- **SOURCE RECORDS**
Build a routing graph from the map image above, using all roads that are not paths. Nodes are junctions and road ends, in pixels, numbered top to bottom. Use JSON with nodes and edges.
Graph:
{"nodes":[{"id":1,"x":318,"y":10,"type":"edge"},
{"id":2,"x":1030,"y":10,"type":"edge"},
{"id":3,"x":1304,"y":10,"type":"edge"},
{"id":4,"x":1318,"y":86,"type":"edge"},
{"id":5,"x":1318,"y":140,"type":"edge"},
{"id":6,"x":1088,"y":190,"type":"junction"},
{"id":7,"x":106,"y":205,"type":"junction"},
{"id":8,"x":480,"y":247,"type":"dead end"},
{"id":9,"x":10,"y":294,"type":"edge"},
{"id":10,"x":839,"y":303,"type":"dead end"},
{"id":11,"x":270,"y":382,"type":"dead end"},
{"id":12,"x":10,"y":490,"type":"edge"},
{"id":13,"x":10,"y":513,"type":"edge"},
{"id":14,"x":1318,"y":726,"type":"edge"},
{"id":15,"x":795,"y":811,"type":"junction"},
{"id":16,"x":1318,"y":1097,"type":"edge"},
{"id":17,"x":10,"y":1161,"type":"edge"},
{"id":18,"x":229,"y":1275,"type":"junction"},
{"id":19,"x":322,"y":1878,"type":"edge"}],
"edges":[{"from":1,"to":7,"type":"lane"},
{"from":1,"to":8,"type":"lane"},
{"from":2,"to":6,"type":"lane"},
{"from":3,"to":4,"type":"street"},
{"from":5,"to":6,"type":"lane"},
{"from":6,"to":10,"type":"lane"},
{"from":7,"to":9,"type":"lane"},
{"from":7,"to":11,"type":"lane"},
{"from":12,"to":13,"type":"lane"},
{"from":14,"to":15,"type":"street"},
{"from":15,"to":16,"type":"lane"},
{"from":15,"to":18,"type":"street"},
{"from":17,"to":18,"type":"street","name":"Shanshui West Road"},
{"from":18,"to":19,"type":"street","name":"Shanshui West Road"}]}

- **TASK DETAILS**
Top to bottom, set down the entries above word for word.

- **RESPONSE TO THE EXERCISE**
Build a routing graph from the map image above, using all roads that are not paths. Nodes are junctions and road ends, in pixels, numbered top to bottom. Use JSON with nodes and edges.
Graph:
{"nodes":[{"id":1,"x":318,"y":10,"type":"edge"},
{"id":2,"x":1030,"y":10,"type":"edge"},
{"id":3,"x":1304,"y":10,"type":"edge"},
{"id":4,"x":1318,"y":86,"type":"edge"},
{"id":5,"x":1318,"y":140,"type":"edge"},
{"id":6,"x":1088,"y":190,"type":"junction"},
{"id":7,"x":106,"y":205,"type":"junction"},
{"id":8,"x":480,"y":247,"type":"dead end"},
{"id":9,"x":10,"y":294,"type":"edge"},
{"id":10,"x":839,"y":303,"type":"dead end"},
{"id":11,"x":270,"y":382,"type":"dead end"},
{"id":12,"x":10,"y":490,"type":"edge"},
{"id":13,"x":10,"y":513,"type":"edge"},
{"id":14,"x":1318,"y":726,"type":"edge"},
{"id":15,"x":795,"y":811,"type":"junction"},
{"id":16,"x":1318,"y":1097,"type":"edge"},
{"id":17,"x":10,"y":1161,"type":"edge"},
{"id":18,"x":229,"y":1275,"type":"junction"},
{"id":19,"x":322,"y":1878,"type":"edge"}],
"edges":[{"from":1,"to":7,"type":"lane"},
{"from":1,"to":8,"type":"lane"},
{"from":2,"to":6,"type":"lane"},
{"from":3,"to":4,"type":"street"},
{"from":5,"to":6,"type":"lane"},
{"from":6,"to":10,"type":"lane"},
{"from":7,"to":9,"type":"lane"},
{"from":7,"to":11,"type":"lane"},
{"from":12,"to":13,"type":"lane"},
{"from":14,"to":15,"type":"street"},
{"from":15,"to":16,"type":"lane"},
{"from":15,"to":18,"type":"street"},
{"from":17,"to":18,"type":"street","name":"Shanshui West Road"},
{"from":18,"to":19,"type":"street","name":"Shanshui West Road"}]}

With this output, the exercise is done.